What is a microgrid?
The U.S. Department of Energy defines a microgrid as “a group of interconnected loads and distributed energy resources within clearly defined electrical boundaries that acts as a single controllable entity with respect to the grid. A microgrid can connect and disconnect from the grid to enable it to operate in both grid-connected or island-mode.”

Basically, a microgrid is a distributed power system with the ability to self-supply, manage, and operate with or without the main grid as required. Microgrids do so through the use of a master controller that acts as the “brain” of the system, collecting data from connected energy sources while determining how to best control and operate that energy.

Through this brainpower, microgrids have the ability to improve power quality by reducing grid imbalances and providing a reliable supply of energy. They can also help solve intermittency issues commonly associated with renewable sources such as wind and solar power. Microgrids can serve as a back-up power source or bolster the main power grid during periods of heavy demand.

MicrogridModel_ABB

In recognition of the growing microgrid market, the U.S. Department of Energy has begun funding several grants to related projects.

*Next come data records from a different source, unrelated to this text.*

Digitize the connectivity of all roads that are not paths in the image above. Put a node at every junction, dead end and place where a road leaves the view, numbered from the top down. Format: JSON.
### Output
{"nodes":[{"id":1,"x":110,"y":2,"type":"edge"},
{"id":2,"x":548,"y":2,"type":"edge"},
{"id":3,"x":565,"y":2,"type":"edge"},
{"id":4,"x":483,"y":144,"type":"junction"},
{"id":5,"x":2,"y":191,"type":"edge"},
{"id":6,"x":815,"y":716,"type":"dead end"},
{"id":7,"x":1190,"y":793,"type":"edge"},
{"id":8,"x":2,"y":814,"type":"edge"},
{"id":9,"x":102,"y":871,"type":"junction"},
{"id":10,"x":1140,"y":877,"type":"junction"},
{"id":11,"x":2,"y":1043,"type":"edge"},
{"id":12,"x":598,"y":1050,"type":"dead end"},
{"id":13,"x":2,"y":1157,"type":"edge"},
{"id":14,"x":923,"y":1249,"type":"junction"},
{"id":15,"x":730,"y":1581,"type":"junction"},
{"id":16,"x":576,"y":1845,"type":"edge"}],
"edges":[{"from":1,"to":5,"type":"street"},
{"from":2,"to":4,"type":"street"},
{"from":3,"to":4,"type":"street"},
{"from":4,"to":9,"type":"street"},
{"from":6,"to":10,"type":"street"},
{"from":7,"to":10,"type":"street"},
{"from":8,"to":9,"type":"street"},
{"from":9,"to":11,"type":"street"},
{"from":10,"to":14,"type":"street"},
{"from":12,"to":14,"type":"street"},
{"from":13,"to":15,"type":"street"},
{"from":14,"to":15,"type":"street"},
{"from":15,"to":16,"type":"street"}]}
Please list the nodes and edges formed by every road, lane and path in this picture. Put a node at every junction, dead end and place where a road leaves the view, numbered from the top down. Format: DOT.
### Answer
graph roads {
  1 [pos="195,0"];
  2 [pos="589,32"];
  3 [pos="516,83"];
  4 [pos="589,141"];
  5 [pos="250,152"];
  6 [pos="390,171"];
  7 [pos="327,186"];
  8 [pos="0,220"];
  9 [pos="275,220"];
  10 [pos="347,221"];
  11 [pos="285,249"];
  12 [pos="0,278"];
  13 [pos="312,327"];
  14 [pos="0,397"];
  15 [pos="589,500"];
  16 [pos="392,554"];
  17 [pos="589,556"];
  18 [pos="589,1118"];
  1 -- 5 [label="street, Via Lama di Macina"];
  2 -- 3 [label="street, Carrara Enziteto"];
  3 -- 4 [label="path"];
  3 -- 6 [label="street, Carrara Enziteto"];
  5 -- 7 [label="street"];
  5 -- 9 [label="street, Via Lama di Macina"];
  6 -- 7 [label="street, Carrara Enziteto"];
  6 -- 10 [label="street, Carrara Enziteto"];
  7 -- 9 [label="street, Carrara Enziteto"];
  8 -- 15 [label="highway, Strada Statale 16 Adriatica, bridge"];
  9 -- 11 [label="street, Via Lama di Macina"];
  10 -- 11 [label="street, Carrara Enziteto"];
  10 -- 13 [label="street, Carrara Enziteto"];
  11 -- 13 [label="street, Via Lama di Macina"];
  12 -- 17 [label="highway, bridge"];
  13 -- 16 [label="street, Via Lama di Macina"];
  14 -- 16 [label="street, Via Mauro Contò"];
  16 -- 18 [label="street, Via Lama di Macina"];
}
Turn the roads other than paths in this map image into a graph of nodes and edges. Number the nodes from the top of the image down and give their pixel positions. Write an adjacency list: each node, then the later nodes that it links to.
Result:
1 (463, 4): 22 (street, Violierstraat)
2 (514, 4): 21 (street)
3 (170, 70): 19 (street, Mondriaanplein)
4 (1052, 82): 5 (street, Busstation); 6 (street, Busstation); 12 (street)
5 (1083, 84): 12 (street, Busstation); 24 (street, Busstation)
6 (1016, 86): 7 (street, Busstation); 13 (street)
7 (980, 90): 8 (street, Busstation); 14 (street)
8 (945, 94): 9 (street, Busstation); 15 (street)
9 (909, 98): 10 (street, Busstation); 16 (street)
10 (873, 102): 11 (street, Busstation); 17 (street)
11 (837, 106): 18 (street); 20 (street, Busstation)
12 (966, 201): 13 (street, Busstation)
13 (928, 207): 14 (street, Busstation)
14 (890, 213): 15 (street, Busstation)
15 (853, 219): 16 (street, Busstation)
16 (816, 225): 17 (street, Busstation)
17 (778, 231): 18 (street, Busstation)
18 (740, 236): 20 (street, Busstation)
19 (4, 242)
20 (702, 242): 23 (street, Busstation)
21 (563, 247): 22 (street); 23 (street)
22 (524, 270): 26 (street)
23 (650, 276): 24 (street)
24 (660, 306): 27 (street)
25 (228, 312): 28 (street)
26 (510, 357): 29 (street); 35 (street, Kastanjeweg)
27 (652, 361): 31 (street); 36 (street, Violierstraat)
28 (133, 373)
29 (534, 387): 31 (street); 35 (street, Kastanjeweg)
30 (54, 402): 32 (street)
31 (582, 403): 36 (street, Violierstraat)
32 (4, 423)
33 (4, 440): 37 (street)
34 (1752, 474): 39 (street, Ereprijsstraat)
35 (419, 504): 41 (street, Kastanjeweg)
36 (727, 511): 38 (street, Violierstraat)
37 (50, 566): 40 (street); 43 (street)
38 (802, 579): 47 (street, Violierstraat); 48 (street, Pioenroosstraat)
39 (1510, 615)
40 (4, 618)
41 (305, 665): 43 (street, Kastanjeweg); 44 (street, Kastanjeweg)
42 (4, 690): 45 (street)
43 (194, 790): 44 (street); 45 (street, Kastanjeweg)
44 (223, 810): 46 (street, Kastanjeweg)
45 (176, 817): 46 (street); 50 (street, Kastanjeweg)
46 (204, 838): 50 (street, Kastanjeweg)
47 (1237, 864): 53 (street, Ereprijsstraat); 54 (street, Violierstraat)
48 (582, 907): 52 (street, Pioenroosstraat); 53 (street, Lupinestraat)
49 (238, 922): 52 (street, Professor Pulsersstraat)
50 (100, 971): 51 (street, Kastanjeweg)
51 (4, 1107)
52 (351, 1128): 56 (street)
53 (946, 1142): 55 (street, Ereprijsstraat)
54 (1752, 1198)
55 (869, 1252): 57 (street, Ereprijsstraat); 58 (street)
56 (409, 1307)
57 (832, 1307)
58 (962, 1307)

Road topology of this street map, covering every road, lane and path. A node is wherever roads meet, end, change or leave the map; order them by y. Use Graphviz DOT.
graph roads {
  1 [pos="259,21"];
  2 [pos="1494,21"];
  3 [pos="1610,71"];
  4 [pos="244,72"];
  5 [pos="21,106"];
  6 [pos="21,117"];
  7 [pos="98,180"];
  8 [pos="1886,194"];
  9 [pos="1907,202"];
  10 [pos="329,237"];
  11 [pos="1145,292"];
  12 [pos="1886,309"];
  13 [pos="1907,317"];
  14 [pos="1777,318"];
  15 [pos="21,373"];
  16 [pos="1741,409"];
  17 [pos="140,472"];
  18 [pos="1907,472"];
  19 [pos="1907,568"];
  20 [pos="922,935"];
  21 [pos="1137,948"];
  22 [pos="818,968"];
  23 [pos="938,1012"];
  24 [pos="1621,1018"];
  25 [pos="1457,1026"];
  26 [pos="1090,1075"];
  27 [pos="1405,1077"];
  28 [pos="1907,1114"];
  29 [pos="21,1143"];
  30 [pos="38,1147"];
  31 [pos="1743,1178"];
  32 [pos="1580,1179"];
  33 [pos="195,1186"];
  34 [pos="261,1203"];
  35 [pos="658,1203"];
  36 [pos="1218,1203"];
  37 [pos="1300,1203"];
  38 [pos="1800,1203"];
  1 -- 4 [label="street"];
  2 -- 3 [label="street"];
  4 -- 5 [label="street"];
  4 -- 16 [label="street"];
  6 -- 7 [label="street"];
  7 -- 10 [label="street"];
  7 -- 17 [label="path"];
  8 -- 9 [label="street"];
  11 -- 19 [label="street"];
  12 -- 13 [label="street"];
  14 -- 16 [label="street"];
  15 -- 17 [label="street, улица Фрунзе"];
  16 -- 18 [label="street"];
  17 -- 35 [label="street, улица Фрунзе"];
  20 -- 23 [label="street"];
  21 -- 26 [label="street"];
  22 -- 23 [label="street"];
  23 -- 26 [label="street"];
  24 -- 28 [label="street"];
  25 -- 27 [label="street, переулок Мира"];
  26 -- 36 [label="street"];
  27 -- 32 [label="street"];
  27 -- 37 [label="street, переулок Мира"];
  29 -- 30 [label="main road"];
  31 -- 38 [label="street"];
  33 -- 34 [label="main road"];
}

One of those grants went to utility provider ComED just last fall. They received a $1.2 million grant to build a first-of-its-kind master controller that could drive the operation of a cluster of microgrids, which connects multiple networks. ComED assembled a group of science and technology partners for the project, including Alstom Grid, S&C Electric, Schneider Electric, the University of Denver, and others. (Note: A total of seven projects received an award for approximately $1.2 million. Learn more here.)

“There is no doubt that microgrids will be core components of the future integrated grids and extensive research and development efforts will be undertaken in upcoming years,” said Amin Khodaei, Ph.D., from the University of Denver, in a related press statement. “The truly remarkable and distinguishing feature of this project is that it is initiated and will be led by a utility company.”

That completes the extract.